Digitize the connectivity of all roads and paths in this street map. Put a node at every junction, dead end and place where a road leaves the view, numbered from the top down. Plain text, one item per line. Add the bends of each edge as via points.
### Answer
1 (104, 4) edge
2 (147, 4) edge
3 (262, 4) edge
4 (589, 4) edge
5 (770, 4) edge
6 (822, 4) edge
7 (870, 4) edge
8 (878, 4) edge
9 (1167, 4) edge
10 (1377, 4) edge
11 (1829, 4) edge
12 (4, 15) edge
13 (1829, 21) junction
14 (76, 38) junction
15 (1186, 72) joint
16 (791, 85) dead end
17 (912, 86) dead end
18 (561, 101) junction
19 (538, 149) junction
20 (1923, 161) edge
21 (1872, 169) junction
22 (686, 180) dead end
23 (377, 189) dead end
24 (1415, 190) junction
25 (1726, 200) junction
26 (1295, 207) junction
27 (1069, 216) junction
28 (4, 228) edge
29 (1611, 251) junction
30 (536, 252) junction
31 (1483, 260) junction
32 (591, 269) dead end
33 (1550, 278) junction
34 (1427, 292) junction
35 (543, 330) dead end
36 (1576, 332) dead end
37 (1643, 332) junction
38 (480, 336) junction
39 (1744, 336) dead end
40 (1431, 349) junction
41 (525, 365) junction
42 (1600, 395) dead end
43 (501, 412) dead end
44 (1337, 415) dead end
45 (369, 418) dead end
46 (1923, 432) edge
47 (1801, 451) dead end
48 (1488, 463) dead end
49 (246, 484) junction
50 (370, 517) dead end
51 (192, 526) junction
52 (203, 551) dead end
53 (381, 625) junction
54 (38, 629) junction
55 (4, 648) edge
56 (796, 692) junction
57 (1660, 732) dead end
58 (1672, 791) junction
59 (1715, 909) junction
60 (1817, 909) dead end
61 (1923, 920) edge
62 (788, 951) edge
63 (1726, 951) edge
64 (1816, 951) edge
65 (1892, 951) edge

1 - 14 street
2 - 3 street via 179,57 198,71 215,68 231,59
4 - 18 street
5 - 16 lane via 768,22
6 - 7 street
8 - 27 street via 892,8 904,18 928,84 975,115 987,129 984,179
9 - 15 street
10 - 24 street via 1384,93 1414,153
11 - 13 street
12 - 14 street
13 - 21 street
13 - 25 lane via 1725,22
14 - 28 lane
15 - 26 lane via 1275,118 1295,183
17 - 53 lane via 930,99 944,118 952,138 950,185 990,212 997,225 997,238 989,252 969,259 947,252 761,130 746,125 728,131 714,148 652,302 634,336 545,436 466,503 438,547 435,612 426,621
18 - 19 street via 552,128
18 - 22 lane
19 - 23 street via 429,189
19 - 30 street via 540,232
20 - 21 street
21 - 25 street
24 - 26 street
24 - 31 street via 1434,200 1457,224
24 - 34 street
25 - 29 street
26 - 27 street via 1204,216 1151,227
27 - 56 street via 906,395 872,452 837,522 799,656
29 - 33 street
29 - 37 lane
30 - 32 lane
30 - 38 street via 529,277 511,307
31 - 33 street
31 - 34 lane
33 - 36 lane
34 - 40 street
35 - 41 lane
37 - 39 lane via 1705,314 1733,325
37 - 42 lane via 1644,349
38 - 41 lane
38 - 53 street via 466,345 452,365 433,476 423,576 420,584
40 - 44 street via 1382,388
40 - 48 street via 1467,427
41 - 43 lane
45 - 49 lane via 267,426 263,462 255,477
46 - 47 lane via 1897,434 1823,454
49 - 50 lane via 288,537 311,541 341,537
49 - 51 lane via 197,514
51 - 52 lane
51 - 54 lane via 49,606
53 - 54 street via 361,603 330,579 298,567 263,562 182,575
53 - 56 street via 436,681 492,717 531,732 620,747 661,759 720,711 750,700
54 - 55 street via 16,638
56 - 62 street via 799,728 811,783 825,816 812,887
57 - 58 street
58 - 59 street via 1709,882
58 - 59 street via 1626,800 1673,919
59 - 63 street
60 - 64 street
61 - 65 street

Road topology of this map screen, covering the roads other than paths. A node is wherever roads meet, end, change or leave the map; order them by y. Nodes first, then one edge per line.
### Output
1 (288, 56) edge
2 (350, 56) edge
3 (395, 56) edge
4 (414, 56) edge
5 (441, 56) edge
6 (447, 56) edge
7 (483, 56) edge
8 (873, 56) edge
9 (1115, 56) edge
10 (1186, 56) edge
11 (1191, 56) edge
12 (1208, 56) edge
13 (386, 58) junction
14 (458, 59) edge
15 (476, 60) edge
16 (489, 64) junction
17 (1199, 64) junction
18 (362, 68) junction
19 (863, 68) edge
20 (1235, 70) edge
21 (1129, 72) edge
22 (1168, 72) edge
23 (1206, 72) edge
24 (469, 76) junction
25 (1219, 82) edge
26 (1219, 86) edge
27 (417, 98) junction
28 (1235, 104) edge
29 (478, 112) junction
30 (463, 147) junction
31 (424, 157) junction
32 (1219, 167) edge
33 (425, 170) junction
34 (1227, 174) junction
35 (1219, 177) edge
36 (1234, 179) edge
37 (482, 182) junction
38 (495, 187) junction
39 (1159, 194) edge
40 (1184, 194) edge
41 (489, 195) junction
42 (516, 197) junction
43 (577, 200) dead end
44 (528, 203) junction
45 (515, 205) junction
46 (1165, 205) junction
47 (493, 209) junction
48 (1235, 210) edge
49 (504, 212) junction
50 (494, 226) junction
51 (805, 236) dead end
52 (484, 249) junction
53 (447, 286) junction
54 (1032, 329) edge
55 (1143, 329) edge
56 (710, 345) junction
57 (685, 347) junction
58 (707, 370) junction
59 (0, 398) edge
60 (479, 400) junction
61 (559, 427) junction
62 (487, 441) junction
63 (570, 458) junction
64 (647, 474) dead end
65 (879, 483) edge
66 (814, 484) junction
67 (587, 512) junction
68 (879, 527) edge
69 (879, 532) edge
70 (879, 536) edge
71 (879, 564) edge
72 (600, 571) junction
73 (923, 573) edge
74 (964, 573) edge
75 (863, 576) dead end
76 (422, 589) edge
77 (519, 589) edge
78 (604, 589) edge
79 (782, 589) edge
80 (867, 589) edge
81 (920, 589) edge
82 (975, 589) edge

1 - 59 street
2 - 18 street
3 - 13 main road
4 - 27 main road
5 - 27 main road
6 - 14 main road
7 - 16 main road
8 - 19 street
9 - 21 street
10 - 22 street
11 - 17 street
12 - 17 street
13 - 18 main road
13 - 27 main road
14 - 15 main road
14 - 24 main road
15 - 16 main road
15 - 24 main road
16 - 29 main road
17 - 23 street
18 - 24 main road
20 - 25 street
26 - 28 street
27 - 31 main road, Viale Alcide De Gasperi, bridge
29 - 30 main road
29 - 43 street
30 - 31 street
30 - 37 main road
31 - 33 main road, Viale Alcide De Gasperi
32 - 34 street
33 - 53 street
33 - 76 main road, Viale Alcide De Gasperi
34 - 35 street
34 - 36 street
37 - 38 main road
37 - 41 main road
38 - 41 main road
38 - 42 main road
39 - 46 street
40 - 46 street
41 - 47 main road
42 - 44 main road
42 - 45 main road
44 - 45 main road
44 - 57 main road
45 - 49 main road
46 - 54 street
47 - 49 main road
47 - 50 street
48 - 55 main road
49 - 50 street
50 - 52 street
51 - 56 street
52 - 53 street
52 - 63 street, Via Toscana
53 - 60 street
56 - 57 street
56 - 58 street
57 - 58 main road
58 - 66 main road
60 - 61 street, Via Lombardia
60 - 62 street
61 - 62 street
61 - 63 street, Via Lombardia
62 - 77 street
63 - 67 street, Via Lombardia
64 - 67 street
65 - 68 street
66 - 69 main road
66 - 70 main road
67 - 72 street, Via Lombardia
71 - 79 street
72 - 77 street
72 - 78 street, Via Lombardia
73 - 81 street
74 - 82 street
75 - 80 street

**Goal of the exercise:** Would you return all of the data exactly as it stands above?

**Response to this exercise:**
Digitize the connectivity of all roads and paths in this street map. Put a node at every junction, dead end and place where a road leaves the view, numbered from the top down. Plain text, one item per line. Add the bends of each edge as via points.
### Answer
1 (104, 4) edge
2 (147, 4) edge
3 (262, 4) edge
4 (589, 4) edge
5 (770, 4) edge
6 (822, 4) edge
7 (870, 4) edge
8 (878, 4) edge
9 (1167, 4) edge
10 (1377, 4) edge
11 (1829, 4) edge
12 (4, 15) edge
13 (1829, 21) junction
14 (76, 38) junction
15 (1186, 72) joint
16 (791, 85) dead end
17 (912, 86) dead end
18 (561, 101) junction
19 (538, 149) junction
20 (1923, 161) edge
21 (1872, 169) junction
22 (686, 180) dead end
23 (377, 189) dead end
24 (1415, 190) junction
25 (1726, 200) junction
26 (1295, 207) junction
27 (1069, 216) junction
28 (4, 228) edge
29 (1611, 251) junction
30 (536, 252) junction
31 (1483, 260) junction
32 (591, 269) dead end
33 (1550, 278) junction
34 (1427, 292) junction
35 (543, 330) dead end
36 (1576, 332) dead end
37 (1643, 332) junction
38 (480, 336) junction
39 (1744, 336) dead end
40 (1431, 349) junction
41 (525, 365) junction
42 (1600, 395) dead end
43 (501, 412) dead end
44 (1337, 415) dead end
45 (369, 418) dead end
46 (1923, 432) edge
47 (1801, 451) dead end
48 (1488, 463) dead end
49 (246, 484) junction
50 (370, 517) dead end
51 (192, 526) junction
52 (203, 551) dead end
53 (381, 625) junction
54 (38, 629) junction
55 (4, 648) edge
56 (796, 692) junction
57 (1660, 732) dead end
58 (1672, 791) junction
59 (1715, 909) junction
60 (1817, 909) dead end
61 (1923, 920) edge
62 (788, 951) edge
63 (1726, 951) edge
64 (1816, 951) edge
65 (1892, 951) edge

1 - 14 street
2 - 3 street via 179,57 198,71 215,68 231,59
4 - 18 street
5 - 16 lane via 768,22
6 - 7 street
8 - 27 street via 892,8 904,18 928,84 975,115 987,129 984,179
9 - 15 street
10 - 24 street via 1384,93 1414,153
11 - 13 street
12 - 14 street
13 - 21 street
13 - 25 lane via 1725,22
14 - 28 lane
15 - 26 lane via 1275,118 1295,183
17 - 53 lane via 930,99 944,118 952,138 950,185 990,212 997,225 997,238 989,252 969,259 947,252 761,130 746,125 728,131 714,148 652,302 634,336 545,436 466,503 438,547 435,612 426,621
18 - 19 street via 552,128
18 - 22 lane
19 - 23 street via 429,189
19 - 30 street via 540,232
20 - 21 street
21 - 25 street
24 - 26 street
24 - 31 street via 1434,200 1457,224
24 - 34 street
25 - 29 street
26 - 27 street via 1204,216 1151,227
27 - 56 street via 906,395 872,452 837,522 799,656
29 - 33 street
29 - 37 lane
30 - 32 lane
30 - 38 street via 529,277 511,307
31 - 33 street
31 - 34 lane
33 - 36 lane
34 - 40 street
35 - 41 lane
37 - 39 lane via 1705,314 1733,325
37 - 42 lane via 1644,349
38 - 41 lane
38 - 53 street via 466,345 452,365 433,476 423,576 420,584
40 - 44 street via 1382,388
40 - 48 street via 1467,427
41 - 43 lane
45 - 49 lane via 267,426 263,462 255,477
46 - 47 lane via 1897,434 1823,454
49 - 50 lane via 288,537 311,541 341,537
49 - 51 lane via 197,514
51 - 52 lane
51 - 54 lane via 49,606
53 - 54 street via 361,603 330,579 298,567 263,562 182,575
53 - 56 street via 436,681 492,717 531,732 620,747 661,759 720,711 750,700
54 - 55 street via 16,638
56 - 62 street via 799,728 811,783 825,816 812,887
57 - 58 street
58 - 59 street via 1709,882
58 - 59 street via 1626,800 1673,919
59 - 63 street
60 - 64 street
61 - 65 street

Road topology of this map screen, covering the roads other than paths. A node is wherever roads meet, end, change or leave the map; order them by y. Nodes first, then one edge per line.
### Output
1 (288, 56) edge
2 (350, 56) edge
3 (395, 56) edge
4 (414, 56) edge
5 (441, 56) edge
6 (447, 56) edge
7 (483, 56) edge
8 (873, 56) edge
9 (1115, 56) edge
10 (1186, 56) edge
11 (1191, 56) edge
12 (1208, 56) edge
13 (386, 58) junction
14 (458, 59) edge
15 (476, 60) edge
16 (489, 64) junction
17 (1199, 64) junction
18 (362, 68) junction
19 (863, 68) edge
20 (1235, 70) edge
21 (1129, 72) edge
22 (1168, 72) edge
23 (1206, 72) edge
24 (469, 76) junction
25 (1219, 82) edge
26 (1219, 86) edge
27 (417, 98) junction
28 (1235, 104) edge
29 (478, 112) junction
30 (463, 147) junction
31 (424, 157) junction
32 (1219, 167) edge
33 (425, 170) junction
34 (1227, 174) junction
35 (1219, 177) edge
36 (1234, 179) edge
37 (482, 182) junction
38 (495, 187) junction
39 (1159, 194) edge
40 (1184, 194) edge
41 (489, 195) junction
42 (516, 197) junction
43 (577, 200) dead end
44 (528, 203) junction
45 (515, 205) junction
46 (1165, 205) junction
47 (493, 209) junction
48 (1235, 210) edge
49 (504, 212) junction
50 (494, 226) junction
51 (805, 236) dead end
52 (484, 249) junction
53 (447, 286) junction
54 (1032, 329) edge
55 (1143, 329) edge
56 (710, 345) junction
57 (685, 347) junction
58 (707, 370) junction
59 (0, 398) edge
60 (479, 400) junction
61 (559, 427) junction
62 (487, 441) junction
63 (570, 458) junction
64 (647, 474) dead end
65 (879, 483) edge
66 (814, 484) junction
67 (587, 512) junction
68 (879, 527) edge
69 (879, 532) edge
70 (879, 536) edge
71 (879, 564) edge
72 (600, 571) junction
73 (923, 573) edge
74 (964, 573) edge
75 (863, 576) dead end
76 (422, 589) edge
77 (519, 589) edge
78 (604, 589) edge
79 (782, 589) edge
80 (867, 589) edge
81 (920, 589) edge
82 (975, 589) edge

1 - 59 street
2 - 18 street
3 - 13 main road
4 - 27 main road
5 - 27 main road
6 - 14 main road
7 - 16 main road
8 - 19 street
9 - 21 street
10 - 22 street
11 - 17 street
12 - 17 street
13 - 18 main road
13 - 27 main road
14 - 15 main road
14 - 24 main road
15 - 16 main road
15 - 24 main road
16 - 29 main road
17 - 23 street
18 - 24 main road
20 - 25 street
26 - 28 street
27 - 31 main road, Viale Alcide De Gasperi, bridge
29 - 30 main road
29 - 43 street
30 - 31 street
30 - 37 main road
31 - 33 main road, Viale Alcide De Gasperi
32 - 34 street
33 - 53 street
33 - 76 main road, Viale Alcide De Gasperi
34 - 35 street
34 - 36 street
37 - 38 main road
37 - 41 main road
38 - 41 main road
38 - 42 main road
39 - 46 street
40 - 46 street
41 - 47 main road
42 - 44 main road
42 - 45 main road
44 - 45 main road
44 - 57 main road
45 - 49 main road
46 - 54 street
47 - 49 main road
47 - 50 street
48 - 55 main road
49 - 50 street
50 - 52 street
51 - 56 street
52 - 53 street
52 - 63 street, Via Toscana
53 - 60 street
56 - 57 street
56 - 58 street
57 - 58 main road
58 - 66 main road
60 - 61 street, Via Lombardia
60 - 62 street
61 - 62 street
61 - 63 street, Via Lombardia
62 - 77 street
63 - 67 street, Via Lombardia
64 - 67 street
65 - 68 street
66 - 69 main road
66 - 70 main road
67 - 72 street, Via Lombardia
71 - 79 street
72 - 77 street
72 - 78 street, Via Lombardia
73 - 81 street
74 - 82 street
75 - 80 street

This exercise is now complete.